* [Dataset entries]:
===

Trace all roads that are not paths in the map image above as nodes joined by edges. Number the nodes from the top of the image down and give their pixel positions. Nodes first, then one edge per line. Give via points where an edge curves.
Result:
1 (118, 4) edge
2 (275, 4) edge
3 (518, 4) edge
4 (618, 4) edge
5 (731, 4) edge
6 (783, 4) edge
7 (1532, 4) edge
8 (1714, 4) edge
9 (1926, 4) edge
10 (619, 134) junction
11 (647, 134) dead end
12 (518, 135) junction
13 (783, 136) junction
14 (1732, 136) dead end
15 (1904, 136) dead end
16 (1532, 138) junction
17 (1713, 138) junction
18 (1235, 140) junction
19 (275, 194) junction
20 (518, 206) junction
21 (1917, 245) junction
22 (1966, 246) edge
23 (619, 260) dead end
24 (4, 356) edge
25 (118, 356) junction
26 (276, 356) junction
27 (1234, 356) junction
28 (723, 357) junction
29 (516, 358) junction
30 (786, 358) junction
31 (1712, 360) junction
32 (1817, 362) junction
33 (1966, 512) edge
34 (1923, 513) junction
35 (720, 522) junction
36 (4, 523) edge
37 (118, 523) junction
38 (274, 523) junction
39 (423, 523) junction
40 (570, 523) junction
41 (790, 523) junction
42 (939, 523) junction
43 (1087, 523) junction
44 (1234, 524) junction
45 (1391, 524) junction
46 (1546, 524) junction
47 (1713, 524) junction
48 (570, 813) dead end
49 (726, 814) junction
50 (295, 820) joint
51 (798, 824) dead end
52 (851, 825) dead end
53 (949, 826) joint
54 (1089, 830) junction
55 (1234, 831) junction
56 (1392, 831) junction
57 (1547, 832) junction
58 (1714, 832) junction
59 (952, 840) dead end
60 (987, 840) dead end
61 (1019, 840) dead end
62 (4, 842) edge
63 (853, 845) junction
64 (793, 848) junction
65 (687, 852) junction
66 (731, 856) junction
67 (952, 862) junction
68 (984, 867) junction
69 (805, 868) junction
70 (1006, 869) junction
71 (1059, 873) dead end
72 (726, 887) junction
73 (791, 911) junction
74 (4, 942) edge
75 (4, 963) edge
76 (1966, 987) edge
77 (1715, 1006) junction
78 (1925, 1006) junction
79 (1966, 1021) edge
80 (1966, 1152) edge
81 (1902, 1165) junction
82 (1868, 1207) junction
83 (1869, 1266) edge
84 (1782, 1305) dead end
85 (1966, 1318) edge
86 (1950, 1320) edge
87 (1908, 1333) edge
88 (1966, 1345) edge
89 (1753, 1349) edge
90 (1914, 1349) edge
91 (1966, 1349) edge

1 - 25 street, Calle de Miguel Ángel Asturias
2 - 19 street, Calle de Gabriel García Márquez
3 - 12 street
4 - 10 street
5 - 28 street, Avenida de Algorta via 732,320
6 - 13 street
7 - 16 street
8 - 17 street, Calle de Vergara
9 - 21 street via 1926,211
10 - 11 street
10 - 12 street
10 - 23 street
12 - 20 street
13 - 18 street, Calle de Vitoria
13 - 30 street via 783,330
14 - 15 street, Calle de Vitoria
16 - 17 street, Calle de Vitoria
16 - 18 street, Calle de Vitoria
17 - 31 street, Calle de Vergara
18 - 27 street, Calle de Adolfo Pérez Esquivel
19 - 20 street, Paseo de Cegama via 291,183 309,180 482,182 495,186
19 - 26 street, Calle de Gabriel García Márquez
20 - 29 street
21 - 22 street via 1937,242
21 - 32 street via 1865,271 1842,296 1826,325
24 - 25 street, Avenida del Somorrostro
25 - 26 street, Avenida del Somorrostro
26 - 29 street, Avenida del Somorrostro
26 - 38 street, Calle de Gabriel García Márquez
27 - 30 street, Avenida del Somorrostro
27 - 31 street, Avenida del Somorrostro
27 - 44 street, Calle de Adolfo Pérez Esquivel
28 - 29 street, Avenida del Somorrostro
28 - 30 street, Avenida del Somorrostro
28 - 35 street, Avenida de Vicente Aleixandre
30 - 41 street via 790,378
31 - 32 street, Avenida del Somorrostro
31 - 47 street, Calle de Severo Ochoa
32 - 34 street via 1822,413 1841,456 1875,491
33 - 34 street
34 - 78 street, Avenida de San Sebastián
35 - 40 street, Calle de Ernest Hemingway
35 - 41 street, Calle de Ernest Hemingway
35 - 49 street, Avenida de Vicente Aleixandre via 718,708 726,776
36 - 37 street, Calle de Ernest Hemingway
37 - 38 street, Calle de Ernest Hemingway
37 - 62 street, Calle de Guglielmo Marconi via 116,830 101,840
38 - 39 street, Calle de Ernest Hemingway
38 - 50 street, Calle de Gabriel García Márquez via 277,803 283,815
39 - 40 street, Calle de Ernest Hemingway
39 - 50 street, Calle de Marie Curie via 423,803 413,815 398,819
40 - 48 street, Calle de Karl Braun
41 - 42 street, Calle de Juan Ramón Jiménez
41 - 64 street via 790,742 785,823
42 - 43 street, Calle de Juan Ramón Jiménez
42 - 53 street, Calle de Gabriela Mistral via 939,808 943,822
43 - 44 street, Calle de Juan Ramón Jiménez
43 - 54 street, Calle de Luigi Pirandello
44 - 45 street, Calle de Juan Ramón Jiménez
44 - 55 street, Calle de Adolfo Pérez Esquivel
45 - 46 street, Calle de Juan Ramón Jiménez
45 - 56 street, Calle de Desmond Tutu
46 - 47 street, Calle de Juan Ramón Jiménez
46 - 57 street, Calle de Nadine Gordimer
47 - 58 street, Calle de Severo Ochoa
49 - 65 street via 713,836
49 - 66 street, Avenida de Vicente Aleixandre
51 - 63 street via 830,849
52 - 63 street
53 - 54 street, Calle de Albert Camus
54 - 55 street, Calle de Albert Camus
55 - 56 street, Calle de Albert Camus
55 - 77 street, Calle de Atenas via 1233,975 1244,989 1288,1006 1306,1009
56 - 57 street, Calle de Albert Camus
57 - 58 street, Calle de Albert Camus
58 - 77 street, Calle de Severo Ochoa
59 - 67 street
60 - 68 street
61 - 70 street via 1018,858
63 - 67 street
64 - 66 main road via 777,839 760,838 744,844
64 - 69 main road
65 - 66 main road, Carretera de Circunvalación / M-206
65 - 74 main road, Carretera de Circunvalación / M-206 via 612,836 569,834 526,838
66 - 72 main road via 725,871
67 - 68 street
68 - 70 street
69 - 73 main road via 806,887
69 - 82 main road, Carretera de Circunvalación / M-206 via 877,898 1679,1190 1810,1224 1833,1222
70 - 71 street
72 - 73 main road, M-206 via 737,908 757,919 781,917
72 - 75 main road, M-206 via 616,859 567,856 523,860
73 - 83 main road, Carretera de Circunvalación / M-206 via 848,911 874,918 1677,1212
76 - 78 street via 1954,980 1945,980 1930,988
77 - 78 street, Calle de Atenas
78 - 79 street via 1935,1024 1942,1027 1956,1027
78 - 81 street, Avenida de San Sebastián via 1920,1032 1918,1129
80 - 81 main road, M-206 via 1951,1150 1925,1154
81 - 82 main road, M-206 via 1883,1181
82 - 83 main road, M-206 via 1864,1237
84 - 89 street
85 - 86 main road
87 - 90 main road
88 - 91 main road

===

* [EXERCISE PROMPT]: None of the lines above may be skipped. Transcribe each one exactly.

* [RESULT]:
Trace all roads that are not paths in the map image above as nodes joined by edges. Number the nodes from the top of the image down and give their pixel positions. Nodes first, then one edge per line. Give via points where an edge curves.
Result:
1 (118, 4) edge
2 (275, 4) edge
3 (518, 4) edge
4 (618, 4) edge
5 (731, 4) edge
6 (783, 4) edge
7 (1532, 4) edge
8 (1714, 4) edge
9 (1926, 4) edge
10 (619, 134) junction
11 (647, 134) dead end
12 (518, 135) junction
13 (783, 136) junction
14 (1732, 136) dead end
15 (1904, 136) dead end
16 (1532, 138) junction
17 (1713, 138) junction
18 (1235, 140) junction
19 (275, 194) junction
20 (518, 206) junction
21 (1917, 245) junction
22 (1966, 246) edge
23 (619, 260) dead end
24 (4, 356) edge
25 (118, 356) junction
26 (276, 356) junction
27 (1234, 356) junction
28 (723, 357) junction
29 (516, 358) junction
30 (786, 358) junction
31 (1712, 360) junction
32 (1817, 362) junction
33 (1966, 512) edge
34 (1923, 513) junction
35 (720, 522) junction
36 (4, 523) edge
37 (118, 523) junction
38 (274, 523) junction
39 (423, 523) junction
40 (570, 523) junction
41 (790, 523) junction
42 (939, 523) junction
43 (1087, 523) junction
44 (1234, 524) junction
45 (1391, 524) junction
46 (1546, 524) junction
47 (1713, 524) junction
48 (570, 813) dead end
49 (726, 814) junction
50 (295, 820) joint
51 (798, 824) dead end
52 (851, 825) dead end
53 (949, 826) joint
54 (1089, 830) junction
55 (1234, 831) junction
56 (1392, 831) junction
57 (1547, 832) junction
58 (1714, 832) junction
59 (952, 840) dead end
60 (987, 840) dead end
61 (1019, 840) dead end
62 (4, 842) edge
63 (853, 845) junction
64 (793, 848) junction
65 (687, 852) junction
66 (731, 856) junction
67 (952, 862) junction
68 (984, 867) junction
69 (805, 868) junction
70 (1006, 869) junction
71 (1059, 873) dead end
72 (726, 887) junction
73 (791, 911) junction
74 (4, 942) edge
75 (4, 963) edge
76 (1966, 987) edge
77 (1715, 1006) junction
78 (1925, 1006) junction
79 (1966, 1021) edge
80 (1966, 1152) edge
81 (1902, 1165) junction
82 (1868, 1207) junction
83 (1869, 1266) edge
84 (1782, 1305) dead end
85 (1966, 1318) edge
86 (1950, 1320) edge
87 (1908, 1333) edge
88 (1966, 1345) edge
89 (1753, 1349) edge
90 (1914, 1349) edge
91 (1966, 1349) edge

1 - 25 street, Calle de Miguel Ángel Asturias
2 - 19 street, Calle de Gabriel García Márquez
3 - 12 street
4 - 10 street
5 - 28 street, Avenida de Algorta via 732,320
6 - 13 street
7 - 16 street
8 - 17 street, Calle de Vergara
9 - 21 street via 1926,211
10 - 11 street
10 - 12 street
10 - 23 street
12 - 20 street
13 - 18 street, Calle de Vitoria
13 - 30 street via 783,330
14 - 15 street, Calle de Vitoria
16 - 17 street, Calle de Vitoria
16 - 18 street, Calle de Vitoria
17 - 31 street, Calle de Vergara
18 - 27 street, Calle de Adolfo Pérez Esquivel
19 - 20 street, Paseo de Cegama via 291,183 309,180 482,182 495,186
19 - 26 street, Calle de Gabriel García Márquez
20 - 29 street
21 - 22 street via 1937,242
21 - 32 street via 1865,271 1842,296 1826,325
24 - 25 street, Avenida del Somorrostro
25 - 26 street, Avenida del Somorrostro
26 - 29 street, Avenida del Somorrostro
26 - 38 street, Calle de Gabriel García Márquez
27 - 30 street, Avenida del Somorrostro
27 - 31 street, Avenida del Somorrostro
27 - 44 street, Calle de Adolfo Pérez Esquivel
28 - 29 street, Avenida del Somorrostro
28 - 30 street, Avenida del Somorrostro
28 - 35 street, Avenida de Vicente Aleixandre
30 - 41 street via 790,378
31 - 32 street, Avenida del Somorrostro
31 - 47 street, Calle de Severo Ochoa
32 - 34 street via 1822,413 1841,456 1875,491
33 - 34 street
34 - 78 street, Avenida de San Sebastián
35 - 40 street, Calle de Ernest Hemingway
35 - 41 street, Calle de Ernest Hemingway
35 - 49 street, Avenida de Vicente Aleixandre via 718,708 726,776
36 - 37 street, Calle de Ernest Hemingway
37 - 38 street, Calle de Ernest Hemingway
37 - 62 street, Calle de Guglielmo Marconi via 116,830 101,840
38 - 39 street, Calle de Ernest Hemingway
38 - 50 street, Calle de Gabriel García Márquez via 277,803 283,815
39 - 40 street, Calle de Ernest Hemingway
39 - 50 street, Calle de Marie Curie via 423,803 413,815 398,819
40 - 48 street, Calle de Karl Braun
41 - 42 street, Calle de Juan Ramón Jiménez
41 - 64 street via 790,742 785,823
42 - 43 street, Calle de Juan Ramón Jiménez
42 - 53 street, Calle de Gabriela Mistral via 939,808 943,822
43 - 44 street, Calle de Juan Ramón Jiménez
43 - 54 street, Calle de Luigi Pirandello
44 - 45 street, Calle de Juan Ramón Jiménez
44 - 55 street, Calle de Adolfo Pérez Esquivel
45 - 46 street, Calle de Juan Ramón Jiménez
45 - 56 street, Calle de Desmond Tutu
46 - 47 street, Calle de Juan Ramón Jiménez
46 - 57 street, Calle de Nadine Gordimer
47 - 58 street, Calle de Severo Ochoa
49 - 65 street via 713,836
49 - 66 street, Avenida de Vicente Aleixandre
51 - 63 street via 830,849
52 - 63 street
53 - 54 street, Calle de Albert Camus
54 - 55 street, Calle de Albert Camus
55 - 56 street, Calle de Albert Camus
55 - 77 street, Calle de Atenas via 1233,975 1244,989 1288,1006 1306,1009
56 - 57 street, Calle de Albert Camus
57 - 58 street, Calle de Albert Camus
58 - 77 street, Calle de Severo Ochoa
59 - 67 street
60 - 68 street
61 - 70 street via 1018,858
63 - 67 street
64 - 66 main road via 777,839 760,838 744,844
64 - 69 main road
65 - 66 main road, Carretera de Circunvalación / M-206
65 - 74 main road, Carretera de Circunvalación / M-206 via 612,836 569,834 526,838
66 - 72 main road via 725,871
67 - 68 street
68 - 70 street
69 - 73 main road via 806,887
69 - 82 main road, Carretera de Circunvalación / M-206 via 877,898 1679,1190 1810,1224 1833,1222
70 - 71 street
72 - 73 main road, M-206 via 737,908 757,919 781,917
72 - 75 main road, M-206 via 616,859 567,856 523,860
73 - 83 main road, Carretera de Circunvalación / M-206 via 848,911 874,918 1677,1212
76 - 78 street via 1954,980 1945,980 1930,988
77 - 78 street, Calle de Atenas
78 - 79 street via 1935,1024 1942,1027 1956,1027
78 - 81 street, Avenida de San Sebastián via 1920,1032 1918,1129
80 - 81 main road, M-206 via 1951,1150 1925,1154
81 - 82 main road, M-206 via 1883,1181
82 - 83 main road, M-206 via 1864,1237
84 - 89 street
85 - 86 main road
87 - 90 main road
88 - 91 main road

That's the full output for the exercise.